Task prompt
Line by line, print the records exactly as they are, dropping the pictures.
+--
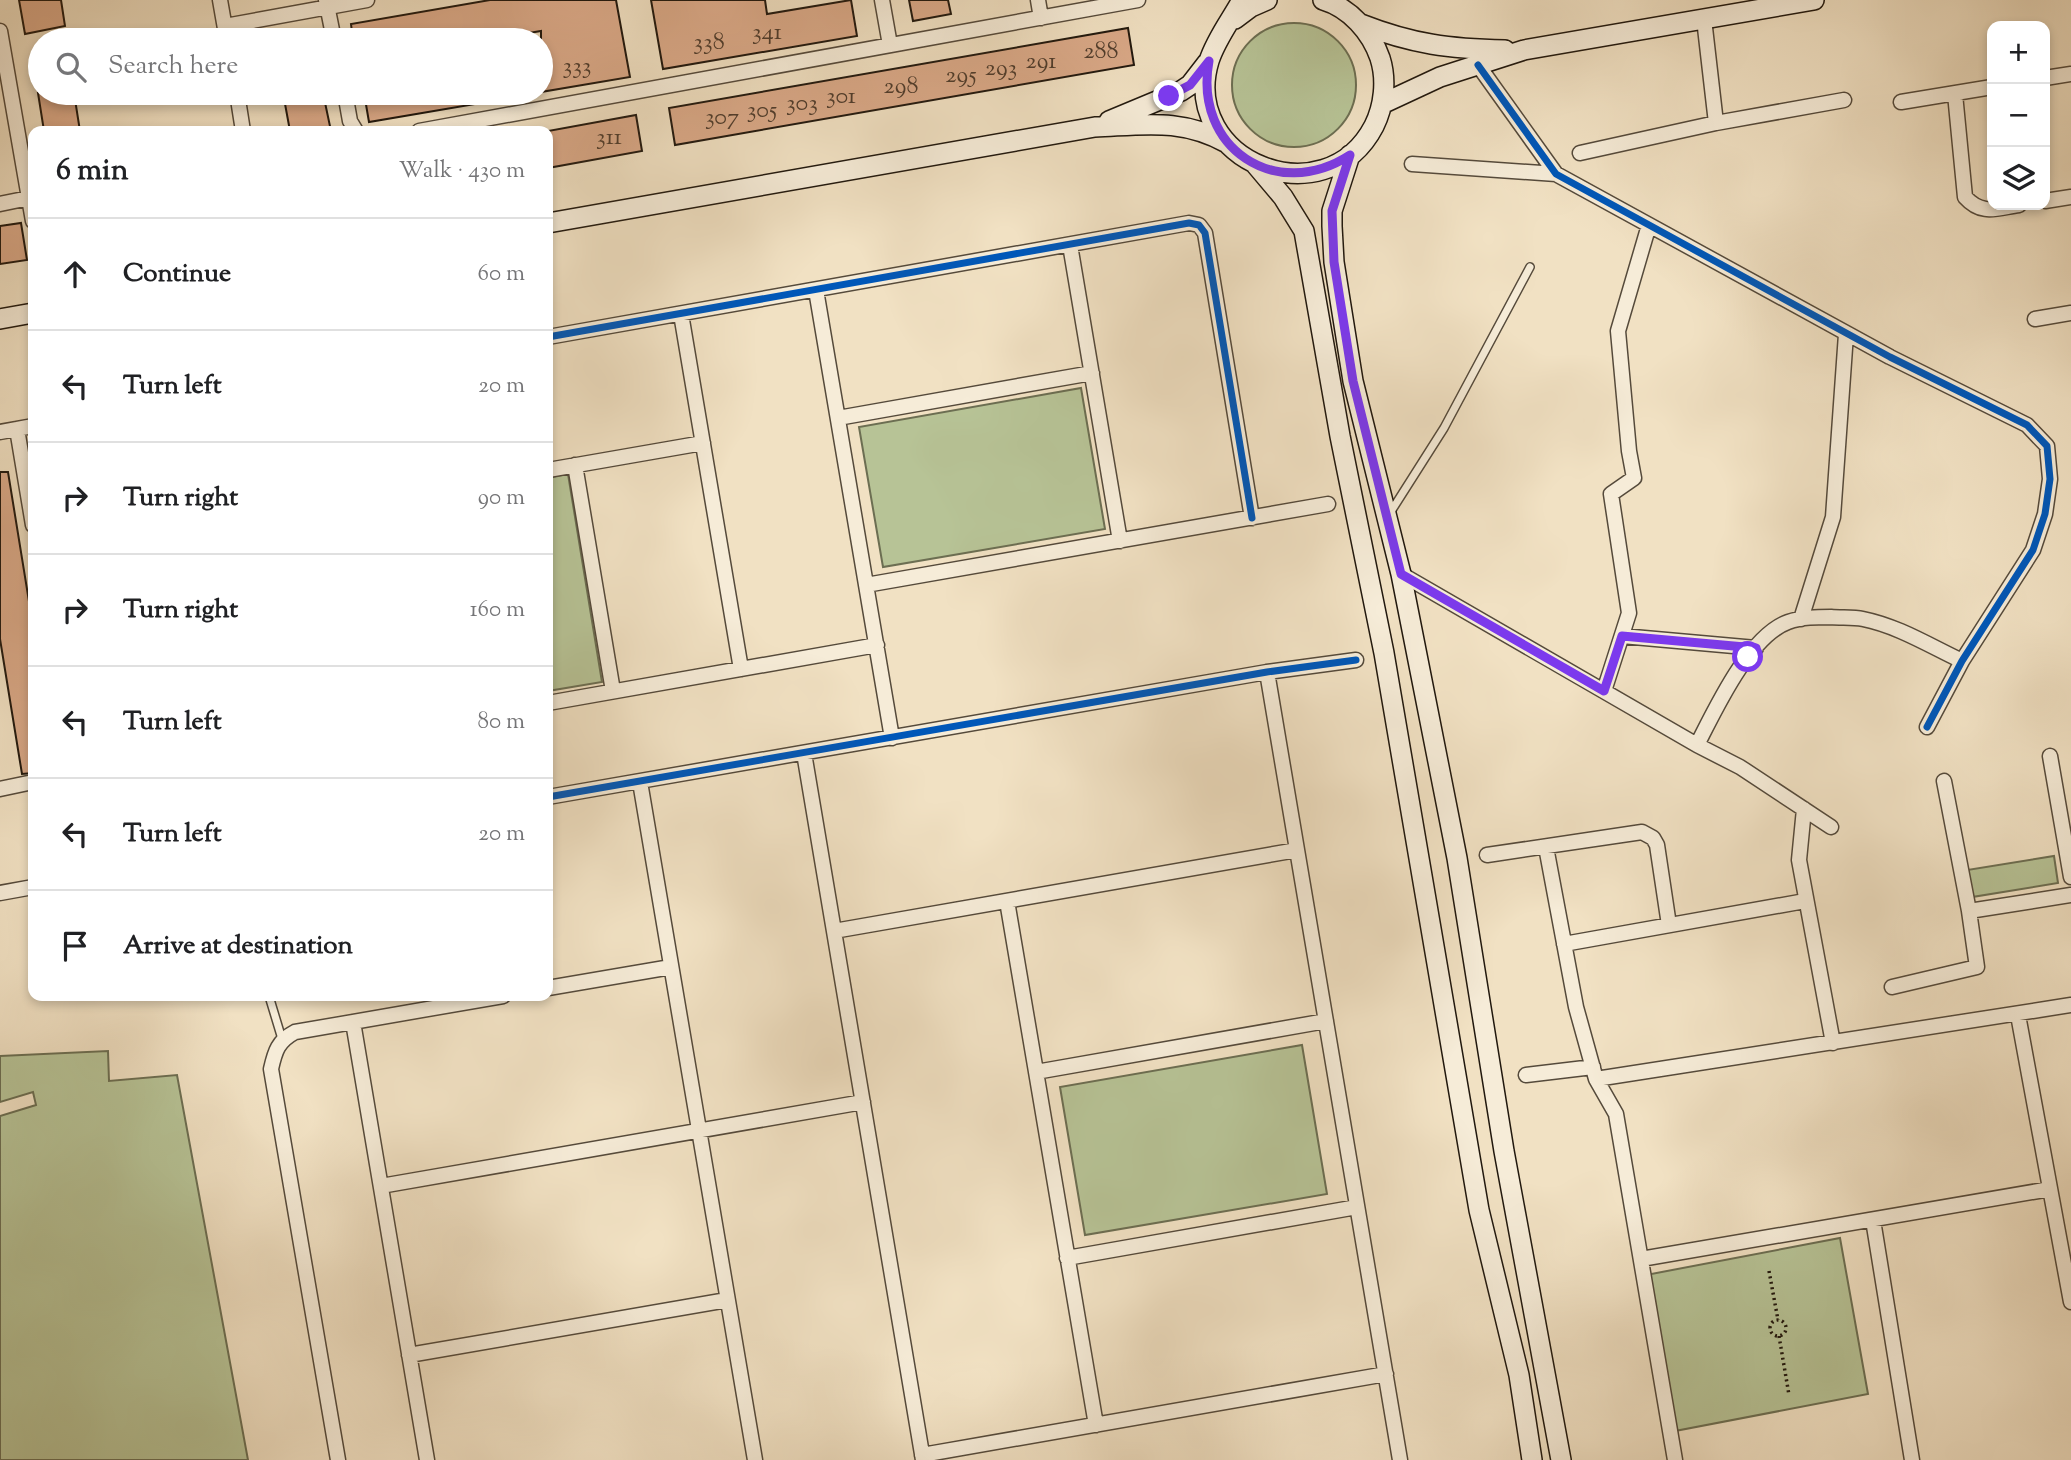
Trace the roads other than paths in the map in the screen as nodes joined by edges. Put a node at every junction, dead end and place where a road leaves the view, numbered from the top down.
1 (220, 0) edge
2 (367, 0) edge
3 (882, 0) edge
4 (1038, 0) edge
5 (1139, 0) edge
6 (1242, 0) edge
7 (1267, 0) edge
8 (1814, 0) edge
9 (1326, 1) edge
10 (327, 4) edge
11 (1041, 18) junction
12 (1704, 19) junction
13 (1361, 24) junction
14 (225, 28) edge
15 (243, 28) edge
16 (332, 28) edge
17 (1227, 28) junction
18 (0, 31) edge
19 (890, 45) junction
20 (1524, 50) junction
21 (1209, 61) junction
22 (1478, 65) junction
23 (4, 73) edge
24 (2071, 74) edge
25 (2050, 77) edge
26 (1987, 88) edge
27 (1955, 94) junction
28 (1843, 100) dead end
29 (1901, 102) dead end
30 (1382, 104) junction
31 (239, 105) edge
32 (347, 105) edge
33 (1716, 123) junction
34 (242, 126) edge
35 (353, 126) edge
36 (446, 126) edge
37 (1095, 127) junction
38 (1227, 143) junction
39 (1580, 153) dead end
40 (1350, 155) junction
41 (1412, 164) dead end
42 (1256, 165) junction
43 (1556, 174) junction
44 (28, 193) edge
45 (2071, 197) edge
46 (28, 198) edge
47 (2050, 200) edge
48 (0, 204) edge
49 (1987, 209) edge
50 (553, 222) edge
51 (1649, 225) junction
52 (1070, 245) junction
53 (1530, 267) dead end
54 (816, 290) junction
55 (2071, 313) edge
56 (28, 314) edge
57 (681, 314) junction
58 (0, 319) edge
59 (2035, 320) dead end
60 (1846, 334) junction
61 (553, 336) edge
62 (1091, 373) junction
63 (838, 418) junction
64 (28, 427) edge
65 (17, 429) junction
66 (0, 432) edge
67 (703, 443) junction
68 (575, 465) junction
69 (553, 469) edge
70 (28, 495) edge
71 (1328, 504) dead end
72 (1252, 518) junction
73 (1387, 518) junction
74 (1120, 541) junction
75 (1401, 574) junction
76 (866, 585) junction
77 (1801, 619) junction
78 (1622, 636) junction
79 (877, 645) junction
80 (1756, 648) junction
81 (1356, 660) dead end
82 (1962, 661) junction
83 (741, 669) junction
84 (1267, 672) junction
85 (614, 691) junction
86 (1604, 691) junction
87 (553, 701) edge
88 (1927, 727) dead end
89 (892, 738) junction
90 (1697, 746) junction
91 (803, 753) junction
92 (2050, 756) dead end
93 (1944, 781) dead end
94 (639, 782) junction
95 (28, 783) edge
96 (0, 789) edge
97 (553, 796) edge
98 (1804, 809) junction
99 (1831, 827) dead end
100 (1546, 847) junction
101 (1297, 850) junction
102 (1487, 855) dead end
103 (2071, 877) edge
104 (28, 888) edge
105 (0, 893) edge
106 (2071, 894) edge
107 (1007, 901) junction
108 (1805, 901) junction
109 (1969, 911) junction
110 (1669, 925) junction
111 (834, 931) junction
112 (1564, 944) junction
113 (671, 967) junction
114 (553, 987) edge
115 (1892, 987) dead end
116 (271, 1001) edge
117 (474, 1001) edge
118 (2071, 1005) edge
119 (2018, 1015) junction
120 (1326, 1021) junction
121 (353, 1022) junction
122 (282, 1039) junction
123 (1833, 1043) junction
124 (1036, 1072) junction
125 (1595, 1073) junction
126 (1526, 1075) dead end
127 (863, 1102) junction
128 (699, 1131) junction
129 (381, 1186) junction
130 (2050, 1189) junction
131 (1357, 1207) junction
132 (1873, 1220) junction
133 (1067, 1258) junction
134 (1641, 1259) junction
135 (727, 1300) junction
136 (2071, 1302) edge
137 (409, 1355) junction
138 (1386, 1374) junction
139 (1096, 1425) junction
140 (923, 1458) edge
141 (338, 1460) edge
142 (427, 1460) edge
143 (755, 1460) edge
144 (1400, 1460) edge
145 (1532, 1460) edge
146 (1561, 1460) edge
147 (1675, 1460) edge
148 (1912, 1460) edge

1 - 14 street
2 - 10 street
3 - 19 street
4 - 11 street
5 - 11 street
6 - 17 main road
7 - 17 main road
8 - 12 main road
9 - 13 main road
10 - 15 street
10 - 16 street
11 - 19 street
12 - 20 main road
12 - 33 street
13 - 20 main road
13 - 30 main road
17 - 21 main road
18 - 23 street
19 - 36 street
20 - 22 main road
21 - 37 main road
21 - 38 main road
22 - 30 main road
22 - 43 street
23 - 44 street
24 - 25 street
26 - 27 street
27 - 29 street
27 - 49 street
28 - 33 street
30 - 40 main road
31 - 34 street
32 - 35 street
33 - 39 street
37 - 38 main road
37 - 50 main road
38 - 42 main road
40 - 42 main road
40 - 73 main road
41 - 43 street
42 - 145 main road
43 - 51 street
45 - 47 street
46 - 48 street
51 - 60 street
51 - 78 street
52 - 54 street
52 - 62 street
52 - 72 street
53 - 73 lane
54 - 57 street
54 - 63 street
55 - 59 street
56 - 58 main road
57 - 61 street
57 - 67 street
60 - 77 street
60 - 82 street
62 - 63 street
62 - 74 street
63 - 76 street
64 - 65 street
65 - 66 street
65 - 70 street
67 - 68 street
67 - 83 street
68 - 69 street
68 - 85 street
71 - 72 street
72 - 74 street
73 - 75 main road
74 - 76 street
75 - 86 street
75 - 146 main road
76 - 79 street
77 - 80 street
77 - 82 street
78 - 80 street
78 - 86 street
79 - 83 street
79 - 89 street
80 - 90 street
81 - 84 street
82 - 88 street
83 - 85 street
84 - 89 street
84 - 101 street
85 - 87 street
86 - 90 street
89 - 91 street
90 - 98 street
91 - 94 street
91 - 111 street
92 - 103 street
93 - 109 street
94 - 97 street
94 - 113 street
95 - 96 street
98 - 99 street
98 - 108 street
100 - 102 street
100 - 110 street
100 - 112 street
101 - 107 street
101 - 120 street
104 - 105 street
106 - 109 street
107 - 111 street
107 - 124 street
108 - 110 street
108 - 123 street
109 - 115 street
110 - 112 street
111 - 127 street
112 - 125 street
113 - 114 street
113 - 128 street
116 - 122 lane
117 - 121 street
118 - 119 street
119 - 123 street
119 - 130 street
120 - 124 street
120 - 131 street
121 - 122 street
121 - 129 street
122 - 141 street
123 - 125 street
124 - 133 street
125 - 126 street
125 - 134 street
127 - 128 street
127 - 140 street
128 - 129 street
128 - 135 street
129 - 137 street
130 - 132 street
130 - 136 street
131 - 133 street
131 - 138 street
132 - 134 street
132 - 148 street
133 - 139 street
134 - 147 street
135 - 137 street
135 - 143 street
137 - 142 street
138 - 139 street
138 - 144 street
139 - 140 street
+--
Exercise solution
Trace the roads other than paths in the map in the screen as nodes joined by edges. Put a node at every junction, dead end and place where a road leaves the view, numbered from the top down.
1 (220, 0) edge
2 (367, 0) edge
3 (882, 0) edge
4 (1038, 0) edge
5 (1139, 0) edge
6 (1242, 0) edge
7 (1267, 0) edge
8 (1814, 0) edge
9 (1326, 1) edge
10 (327, 4) edge
11 (1041, 18) junction
12 (1704, 19) junction
13 (1361, 24) junction
14 (225, 28) edge
15 (243, 28) edge
16 (332, 28) edge
17 (1227, 28) junction
18 (0, 31) edge
19 (890, 45) junction
20 (1524, 50) junction
21 (1209, 61) junction
22 (1478, 65) junction
23 (4, 73) edge
24 (2071, 74) edge
25 (2050, 77) edge
26 (1987, 88) edge
27 (1955, 94) junction
28 (1843, 100) dead end
29 (1901, 102) dead end
30 (1382, 104) junction
31 (239, 105) edge
32 (347, 105) edge
33 (1716, 123) junction
34 (242, 126) edge
35 (353, 126) edge
36 (446, 126) edge
37 (1095, 127) junction
38 (1227, 143) junction
39 (1580, 153) dead end
40 (1350, 155) junction
41 (1412, 164) dead end
42 (1256, 165) junction
43 (1556, 174) junction
44 (28, 193) edge
45 (2071, 197) edge
46 (28, 198) edge
47 (2050, 200) edge
48 (0, 204) edge
49 (1987, 209) edge
50 (553, 222) edge
51 (1649, 225) junction
52 (1070, 245) junction
53 (1530, 267) dead end
54 (816, 290) junction
55 (2071, 313) edge
56 (28, 314) edge
57 (681, 314) junction
58 (0, 319) edge
59 (2035, 320) dead end
60 (1846, 334) junction
61 (553, 336) edge
62 (1091, 373) junction
63 (838, 418) junction
64 (28, 427) edge
65 (17, 429) junction
66 (0, 432) edge
67 (703, 443) junction
68 (575, 465) junction
69 (553, 469) edge
70 (28, 495) edge
71 (1328, 504) dead end
72 (1252, 518) junction
73 (1387, 518) junction
74 (1120, 541) junction
75 (1401, 574) junction
76 (866, 585) junction
77 (1801, 619) junction
78 (1622, 636) junction
79 (877, 645) junction
80 (1756, 648) junction
81 (1356, 660) dead end
82 (1962, 661) junction
83 (741, 669) junction
84 (1267, 672) junction
85 (614, 691) junction
86 (1604, 691) junction
87 (553, 701) edge
88 (1927, 727) dead end
89 (892, 738) junction
90 (1697, 746) junction
91 (803, 753) junction
92 (2050, 756) dead end
93 (1944, 781) dead end
94 (639, 782) junction
95 (28, 783) edge
96 (0, 789) edge
97 (553, 796) edge
98 (1804, 809) junction
99 (1831, 827) dead end
100 (1546, 847) junction
101 (1297, 850) junction
102 (1487, 855) dead end
103 (2071, 877) edge
104 (28, 888) edge
105 (0, 893) edge
106 (2071, 894) edge
107 (1007, 901) junction
108 (1805, 901) junction
109 (1969, 911) junction
110 (1669, 925) junction
111 (834, 931) junction
112 (1564, 944) junction
113 (671, 967) junction
114 (553, 987) edge
115 (1892, 987) dead end
116 (271, 1001) edge
117 (474, 1001) edge
118 (2071, 1005) edge
119 (2018, 1015) junction
120 (1326, 1021) junction
121 (353, 1022) junction
122 (282, 1039) junction
123 (1833, 1043) junction
124 (1036, 1072) junction
125 (1595, 1073) junction
126 (1526, 1075) dead end
127 (863, 1102) junction
128 (699, 1131) junction
129 (381, 1186) junction
130 (2050, 1189) junction
131 (1357, 1207) junction
132 (1873, 1220) junction
133 (1067, 1258) junction
134 (1641, 1259) junction
135 (727, 1300) junction
136 (2071, 1302) edge
137 (409, 1355) junction
138 (1386, 1374) junction
139 (1096, 1425) junction
140 (923, 1458) edge
141 (338, 1460) edge
142 (427, 1460) edge
143 (755, 1460) edge
144 (1400, 1460) edge
145 (1532, 1460) edge
146 (1561, 1460) edge
147 (1675, 1460) edge
148 (1912, 1460) edge

1 - 14 street
2 - 10 street
3 - 19 street
4 - 11 street
5 - 11 street
6 - 17 main road
7 - 17 main road
8 - 12 main road
9 - 13 main road
10 - 15 street
10 - 16 street
11 - 19 street
12 - 20 main road
12 - 33 street
13 - 20 main road
13 - 30 main road
17 - 21 main road
18 - 23 street
19 - 36 street
20 - 22 main road
21 - 37 main road
21 - 38 main road
22 - 30 main road
22 - 43 street
23 - 44 street
24 - 25 street
26 - 27 street
27 - 29 street
27 - 49 street
28 - 33 street
30 - 40 main road
31 - 34 street
32 - 35 street
33 - 39 street
37 - 38 main road
37 - 50 main road
38 - 42 main road
40 - 42 main road
40 - 73 main road
41 - 43 street
42 - 145 main road
43 - 51 street
45 - 47 street
46 - 48 street
51 - 60 street
51 - 78 street
52 - 54 street
52 - 62 street
52 - 72 street
53 - 73 lane
54 - 57 street
54 - 63 street
55 - 59 street
56 - 58 main road
57 - 61 street
57 - 67 street
60 - 77 street
60 - 82 street
62 - 63 street
62 - 74 street
63 - 76 street
64 - 65 street
65 - 66 street
65 - 70 street
67 - 68 street
67 - 83 street
68 - 69 street
68 - 85 street
71 - 72 street
72 - 74 street
73 - 75 main road
74 - 76 street
75 - 86 street
75 - 146 main road
76 - 79 street
77 - 80 street
77 - 82 street
78 - 80 street
78 - 86 street
79 - 83 street
79 - 89 street
80 - 90 street
81 - 84 street
82 - 88 street
83 - 85 street
84 - 89 street
84 - 101 street
85 - 87 street
86 - 90 street
89 - 91 street
90 - 98 street
91 - 94 street
91 - 111 street
92 - 103 street
93 - 109 street
94 - 97 street
94 - 113 street
95 - 96 street
98 - 99 street
98 - 108 street
100 - 102 street
100 - 110 street
100 - 112 street
101 - 107 street
101 - 120 street
104 - 105 street
106 - 109 street
107 - 111 street
107 - 124 street
108 - 110 street
108 - 123 street
109 - 115 street
110 - 112 street
111 - 127 street
112 - 125 street
113 - 114 street
113 - 128 street
116 - 122 lane
117 - 121 street
118 - 119 street
119 - 123 street
119 - 130 street
120 - 124 street
120 - 131 street
121 - 122 street
121 - 129 street
122 - 141 street
123 - 125 street
124 - 133 street
125 - 126 street
125 - 134 street
127 - 128 street
127 - 140 street
128 - 129 street
128 - 135 street
129 - 137 street
130 - 132 street
130 - 136 street
131 - 133 street
131 - 138 street
132 - 134 street
132 - 148 street
133 - 139 street
134 - 147 street
135 - 137 street
135 - 143 street
137 - 142 street
138 - 139 street
138 - 144 street
139 - 140 street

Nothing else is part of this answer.